When I arrived on Monday morning for my Wind Power Class with the Palomas high school students, Luis, one of our key Palomas facilitators, immediately advised me, saying:
"I want you to go home, back to Deming. No one is on the streets, and we are all being very cautious.”
His hurried explanation revealed the latest horror:
Over the weekend the Mexican Federal Police and the military--equipped with helicopters and armored trucks--raided the town, arresting 25 people. Then, acting on a tip, they began to excavate an area located about ten minutes south of town. The army unearthed twenty victims at a clandestine mass grave site there. The seventeen men and three women have been buried there within the past year. The victims included two people from Deming who went missing in October.

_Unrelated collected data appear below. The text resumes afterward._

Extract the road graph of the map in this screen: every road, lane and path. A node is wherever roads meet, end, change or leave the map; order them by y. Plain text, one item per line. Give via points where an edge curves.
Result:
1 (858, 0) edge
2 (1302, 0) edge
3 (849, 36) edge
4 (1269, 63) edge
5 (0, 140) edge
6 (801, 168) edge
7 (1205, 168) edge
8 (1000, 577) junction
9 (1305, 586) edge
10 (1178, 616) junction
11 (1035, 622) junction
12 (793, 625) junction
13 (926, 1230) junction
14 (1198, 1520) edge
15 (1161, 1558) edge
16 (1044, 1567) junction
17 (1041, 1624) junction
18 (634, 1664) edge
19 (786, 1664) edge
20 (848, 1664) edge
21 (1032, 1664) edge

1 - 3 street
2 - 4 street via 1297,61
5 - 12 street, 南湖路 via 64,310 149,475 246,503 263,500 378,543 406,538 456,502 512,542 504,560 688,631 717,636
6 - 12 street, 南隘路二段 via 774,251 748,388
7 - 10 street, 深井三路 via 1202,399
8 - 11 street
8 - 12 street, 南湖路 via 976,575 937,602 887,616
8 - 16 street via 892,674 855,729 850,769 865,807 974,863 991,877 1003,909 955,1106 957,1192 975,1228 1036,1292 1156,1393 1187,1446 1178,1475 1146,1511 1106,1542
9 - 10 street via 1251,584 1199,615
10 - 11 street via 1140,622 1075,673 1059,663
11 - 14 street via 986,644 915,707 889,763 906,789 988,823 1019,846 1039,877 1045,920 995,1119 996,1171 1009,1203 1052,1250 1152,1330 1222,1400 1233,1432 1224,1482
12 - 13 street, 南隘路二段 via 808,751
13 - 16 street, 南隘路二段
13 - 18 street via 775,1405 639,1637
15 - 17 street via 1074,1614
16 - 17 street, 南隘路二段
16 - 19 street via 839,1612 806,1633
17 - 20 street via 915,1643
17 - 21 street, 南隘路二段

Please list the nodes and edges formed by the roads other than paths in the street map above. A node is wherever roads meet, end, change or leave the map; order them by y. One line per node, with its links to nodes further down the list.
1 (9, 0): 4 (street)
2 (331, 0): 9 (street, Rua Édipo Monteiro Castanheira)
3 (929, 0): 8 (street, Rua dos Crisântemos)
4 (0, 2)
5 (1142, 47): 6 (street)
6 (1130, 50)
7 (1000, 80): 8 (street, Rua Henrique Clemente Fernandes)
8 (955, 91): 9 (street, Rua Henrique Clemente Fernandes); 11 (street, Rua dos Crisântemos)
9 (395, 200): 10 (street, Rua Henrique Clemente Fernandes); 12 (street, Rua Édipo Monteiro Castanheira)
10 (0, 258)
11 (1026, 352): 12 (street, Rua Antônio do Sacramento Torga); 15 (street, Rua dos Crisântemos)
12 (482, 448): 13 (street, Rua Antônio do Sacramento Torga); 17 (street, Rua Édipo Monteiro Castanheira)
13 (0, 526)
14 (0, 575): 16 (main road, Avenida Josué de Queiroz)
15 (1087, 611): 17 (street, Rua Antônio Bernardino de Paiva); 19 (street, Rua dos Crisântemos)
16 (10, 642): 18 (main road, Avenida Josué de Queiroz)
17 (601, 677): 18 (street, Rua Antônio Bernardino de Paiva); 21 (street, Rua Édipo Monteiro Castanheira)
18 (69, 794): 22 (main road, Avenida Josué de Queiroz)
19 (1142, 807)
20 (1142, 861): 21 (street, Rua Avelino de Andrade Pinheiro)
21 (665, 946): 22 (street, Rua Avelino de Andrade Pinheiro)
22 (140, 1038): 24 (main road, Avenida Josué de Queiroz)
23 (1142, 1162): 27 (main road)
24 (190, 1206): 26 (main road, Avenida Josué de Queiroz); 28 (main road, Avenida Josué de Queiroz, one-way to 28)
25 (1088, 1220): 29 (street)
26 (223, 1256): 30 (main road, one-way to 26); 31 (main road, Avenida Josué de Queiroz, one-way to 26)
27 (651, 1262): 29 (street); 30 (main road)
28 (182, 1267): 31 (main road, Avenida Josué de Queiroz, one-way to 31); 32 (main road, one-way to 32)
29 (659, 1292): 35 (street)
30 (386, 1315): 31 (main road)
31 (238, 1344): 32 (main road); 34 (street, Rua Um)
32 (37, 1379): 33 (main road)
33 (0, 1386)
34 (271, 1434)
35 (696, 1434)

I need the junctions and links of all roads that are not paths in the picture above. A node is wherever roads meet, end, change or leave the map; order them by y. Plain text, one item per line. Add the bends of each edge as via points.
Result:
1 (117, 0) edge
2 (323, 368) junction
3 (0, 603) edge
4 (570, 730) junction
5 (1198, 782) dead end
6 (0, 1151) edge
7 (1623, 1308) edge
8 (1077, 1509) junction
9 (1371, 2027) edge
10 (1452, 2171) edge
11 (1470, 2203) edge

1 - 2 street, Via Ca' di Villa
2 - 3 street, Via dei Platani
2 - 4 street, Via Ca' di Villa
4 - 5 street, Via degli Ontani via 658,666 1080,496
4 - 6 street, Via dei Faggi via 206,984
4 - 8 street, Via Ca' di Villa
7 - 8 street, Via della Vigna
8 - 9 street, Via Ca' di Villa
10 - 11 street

Reading about all this from a distance is one thing; having wonderful friends in the thick of it is another. I can still see Peter running his log building crew. He employed me once in a while when I needed some cash, even though I had no skills in that area, but Peter is a loyal man. If he decides you are worth his friendship, he goes all the way. He kept many peace activists working for many years before his "retirement," which has only turned into full-time unpaid work for others less fortunate.